Com’è la Sua vita adesso?

“Io adesso lavoro mezza giornata in amministrazione in un’azienda che produce mobili e poi faccio la mamma. Ho un ragazzo di 15 anni, autistico, quindi ha bisogno di un po’ più attenzioni rispetto a un quindicenne normale. Faccio la mamma a tempo non pieno, perché la mattina lavoro, però il pomeriggio sono con lui”.

Anche se gli autistici hanno bisogno delle loro attenzioni, non solo sono delle persone, ma anche delle persone che possono avere una mente piuttosto spiccata.

“A parte che non è sempre così, c’è sempre quell’immagine un po’ stereotipata dell’autistico genio. Il problema è che il mondo in cui viviamo, mi ci metto pure io stessa, non è così preparato ad accoglierli. Bisogna cercare di insegnare loro un po’ di abilità per poter stare in mezzo a questo mondo. Sicuramente hanno tante abilità, però la gente in genere è più portata a vedere le disabilità rispetto alle abilità. E’ la mia considerazione per quello che ho vissuto fino ad ora”.

Infatti si sente spesso del numero di difficoltà dei genitori di figli autistici.
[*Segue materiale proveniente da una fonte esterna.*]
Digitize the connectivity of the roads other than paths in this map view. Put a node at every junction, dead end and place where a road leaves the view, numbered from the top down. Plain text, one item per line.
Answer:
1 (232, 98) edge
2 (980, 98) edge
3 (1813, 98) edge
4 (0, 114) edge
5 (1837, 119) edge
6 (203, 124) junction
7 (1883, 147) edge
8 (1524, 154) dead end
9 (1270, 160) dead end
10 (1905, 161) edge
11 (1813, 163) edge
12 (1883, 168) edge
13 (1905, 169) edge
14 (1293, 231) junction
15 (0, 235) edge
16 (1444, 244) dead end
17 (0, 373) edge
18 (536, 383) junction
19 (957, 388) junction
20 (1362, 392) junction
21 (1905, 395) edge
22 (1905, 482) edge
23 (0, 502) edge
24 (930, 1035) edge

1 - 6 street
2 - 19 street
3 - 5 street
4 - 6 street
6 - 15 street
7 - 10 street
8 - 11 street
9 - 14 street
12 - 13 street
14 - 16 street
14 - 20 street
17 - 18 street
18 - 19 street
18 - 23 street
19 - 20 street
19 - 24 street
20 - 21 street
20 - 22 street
“Lo spettro autistico si chiama spettro perché racchiude una vasta gamma di tipologie autistiche. Ci sono persone ad alto funzionamento, altre che hanno altre situazioni per cui hanno difficoltà a parlare. Da me fortunatamente non è una situazione delle più drammatiche, però ci sono certamente tante difficoltà nel relazionarsi con gli altri. Mio figlio cattura tantissimo il mio tempo perché ha bisogno di imparare alcune abilità per poter essere più autonomo possibile, perché viviamo in un mondo dov’è richiesto di essere in un determinato modo, o perlomeno per relazionarsi con gli altri bisogna esserlo, e in questo fa fatica, ha bisogno ancora di un supporto”.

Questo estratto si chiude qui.